● **RECORDS SHOWN**
==================================================

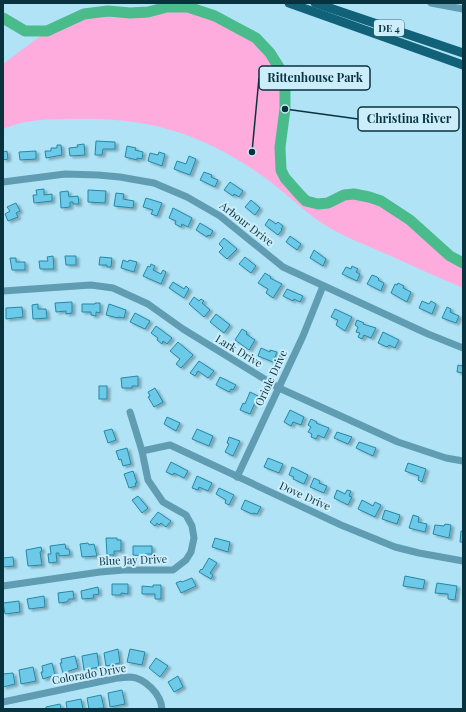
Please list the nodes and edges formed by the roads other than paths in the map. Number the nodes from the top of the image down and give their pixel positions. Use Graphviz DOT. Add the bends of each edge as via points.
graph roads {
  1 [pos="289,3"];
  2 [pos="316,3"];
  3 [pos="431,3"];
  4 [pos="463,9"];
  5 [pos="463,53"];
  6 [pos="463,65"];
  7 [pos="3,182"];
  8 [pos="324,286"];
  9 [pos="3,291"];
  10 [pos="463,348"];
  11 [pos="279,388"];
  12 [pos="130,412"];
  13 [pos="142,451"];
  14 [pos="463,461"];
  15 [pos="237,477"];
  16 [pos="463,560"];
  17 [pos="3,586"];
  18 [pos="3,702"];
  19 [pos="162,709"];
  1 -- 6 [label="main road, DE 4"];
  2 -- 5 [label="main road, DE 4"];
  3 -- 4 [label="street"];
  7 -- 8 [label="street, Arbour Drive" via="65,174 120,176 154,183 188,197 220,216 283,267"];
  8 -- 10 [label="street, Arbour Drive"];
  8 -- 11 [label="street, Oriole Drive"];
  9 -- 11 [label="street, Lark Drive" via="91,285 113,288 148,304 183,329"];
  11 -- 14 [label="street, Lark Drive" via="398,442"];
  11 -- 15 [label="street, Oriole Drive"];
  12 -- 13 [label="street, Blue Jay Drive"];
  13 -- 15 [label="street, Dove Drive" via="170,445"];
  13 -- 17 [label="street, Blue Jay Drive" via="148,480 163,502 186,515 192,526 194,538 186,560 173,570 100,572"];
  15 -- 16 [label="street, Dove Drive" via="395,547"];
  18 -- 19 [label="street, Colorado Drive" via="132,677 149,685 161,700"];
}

==================================================

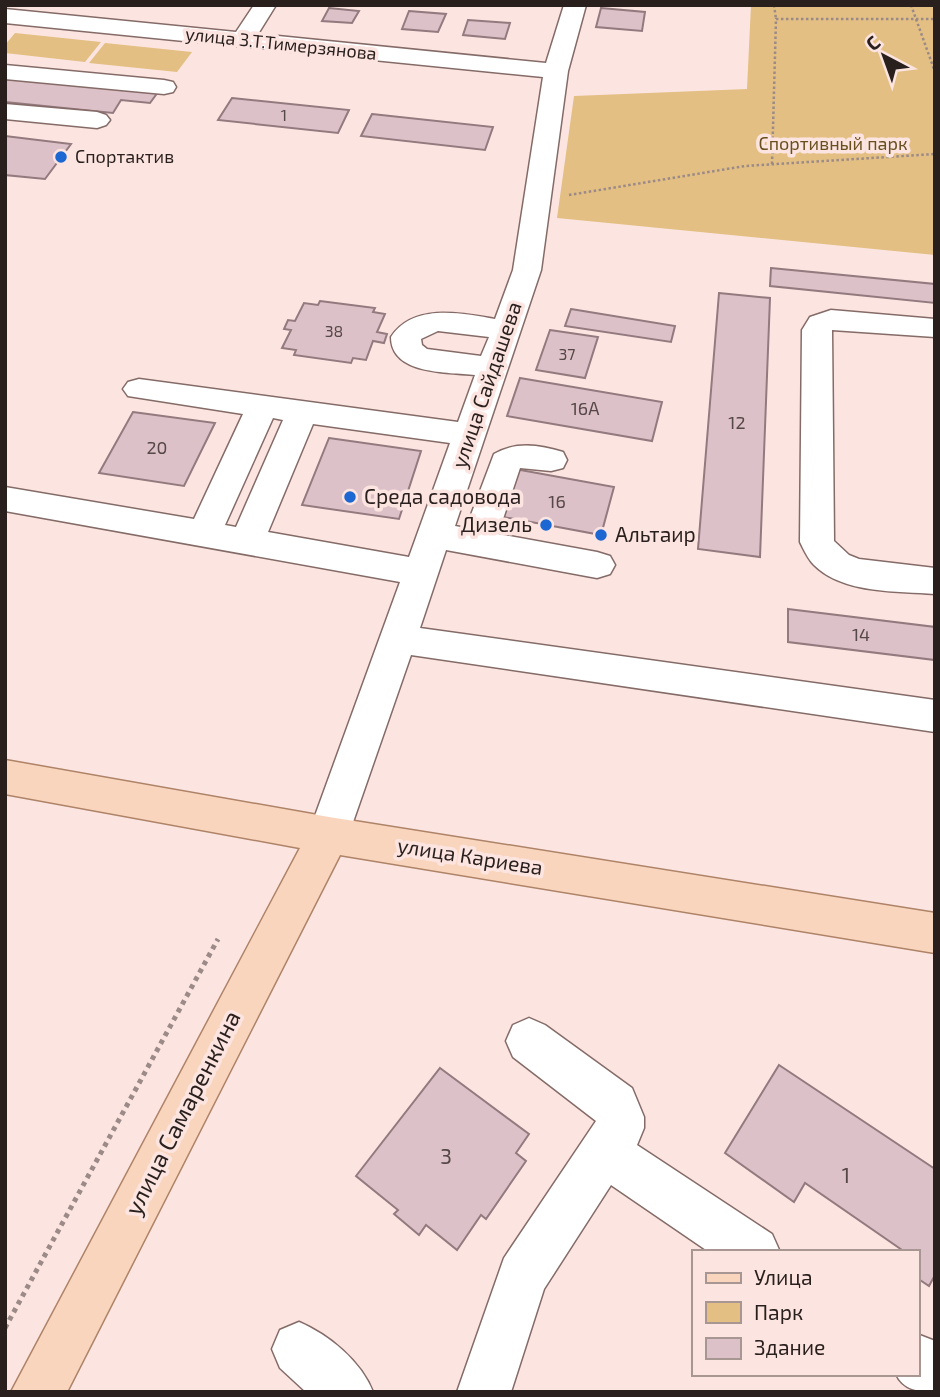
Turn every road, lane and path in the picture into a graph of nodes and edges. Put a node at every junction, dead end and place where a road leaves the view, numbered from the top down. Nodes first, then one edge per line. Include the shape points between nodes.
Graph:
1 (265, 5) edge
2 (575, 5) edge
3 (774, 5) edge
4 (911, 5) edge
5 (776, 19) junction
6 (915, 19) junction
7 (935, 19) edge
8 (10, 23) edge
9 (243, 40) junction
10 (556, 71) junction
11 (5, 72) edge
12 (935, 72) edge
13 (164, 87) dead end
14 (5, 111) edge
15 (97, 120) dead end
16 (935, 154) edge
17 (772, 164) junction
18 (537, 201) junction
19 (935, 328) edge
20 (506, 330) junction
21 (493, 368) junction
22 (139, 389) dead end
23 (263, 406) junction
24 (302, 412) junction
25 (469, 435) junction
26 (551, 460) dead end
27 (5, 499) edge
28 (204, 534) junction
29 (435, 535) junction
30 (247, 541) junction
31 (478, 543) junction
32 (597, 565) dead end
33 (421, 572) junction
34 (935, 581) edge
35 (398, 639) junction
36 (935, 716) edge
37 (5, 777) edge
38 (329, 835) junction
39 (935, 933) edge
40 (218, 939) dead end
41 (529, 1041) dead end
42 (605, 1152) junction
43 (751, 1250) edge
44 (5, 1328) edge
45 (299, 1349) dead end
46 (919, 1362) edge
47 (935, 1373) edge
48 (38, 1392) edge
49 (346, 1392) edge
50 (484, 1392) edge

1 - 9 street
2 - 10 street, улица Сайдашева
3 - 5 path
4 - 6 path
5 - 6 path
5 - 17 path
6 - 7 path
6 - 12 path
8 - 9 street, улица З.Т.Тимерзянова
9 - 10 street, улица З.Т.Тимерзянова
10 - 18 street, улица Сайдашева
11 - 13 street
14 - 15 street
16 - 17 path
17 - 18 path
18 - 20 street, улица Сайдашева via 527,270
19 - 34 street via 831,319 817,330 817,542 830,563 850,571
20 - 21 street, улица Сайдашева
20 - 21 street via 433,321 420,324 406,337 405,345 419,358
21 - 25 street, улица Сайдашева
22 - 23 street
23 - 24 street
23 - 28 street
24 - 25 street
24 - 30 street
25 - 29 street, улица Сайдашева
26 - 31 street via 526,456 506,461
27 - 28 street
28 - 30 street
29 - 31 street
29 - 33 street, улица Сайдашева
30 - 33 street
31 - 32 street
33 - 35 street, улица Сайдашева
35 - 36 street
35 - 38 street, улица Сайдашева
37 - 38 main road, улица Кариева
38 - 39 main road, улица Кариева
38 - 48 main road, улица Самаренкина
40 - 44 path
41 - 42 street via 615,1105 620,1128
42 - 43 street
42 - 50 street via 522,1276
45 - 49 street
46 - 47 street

==================================================

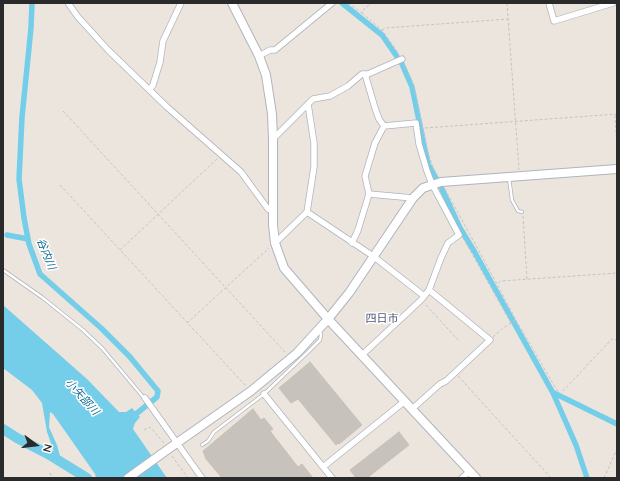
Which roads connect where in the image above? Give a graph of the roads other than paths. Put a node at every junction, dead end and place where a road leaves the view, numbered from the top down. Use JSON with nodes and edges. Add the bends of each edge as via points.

==================================================

● **TASK BRIEF**
All that is needed is a number: the count of lines in the listing that hold "where".

● **WRITTEN REPLY**
2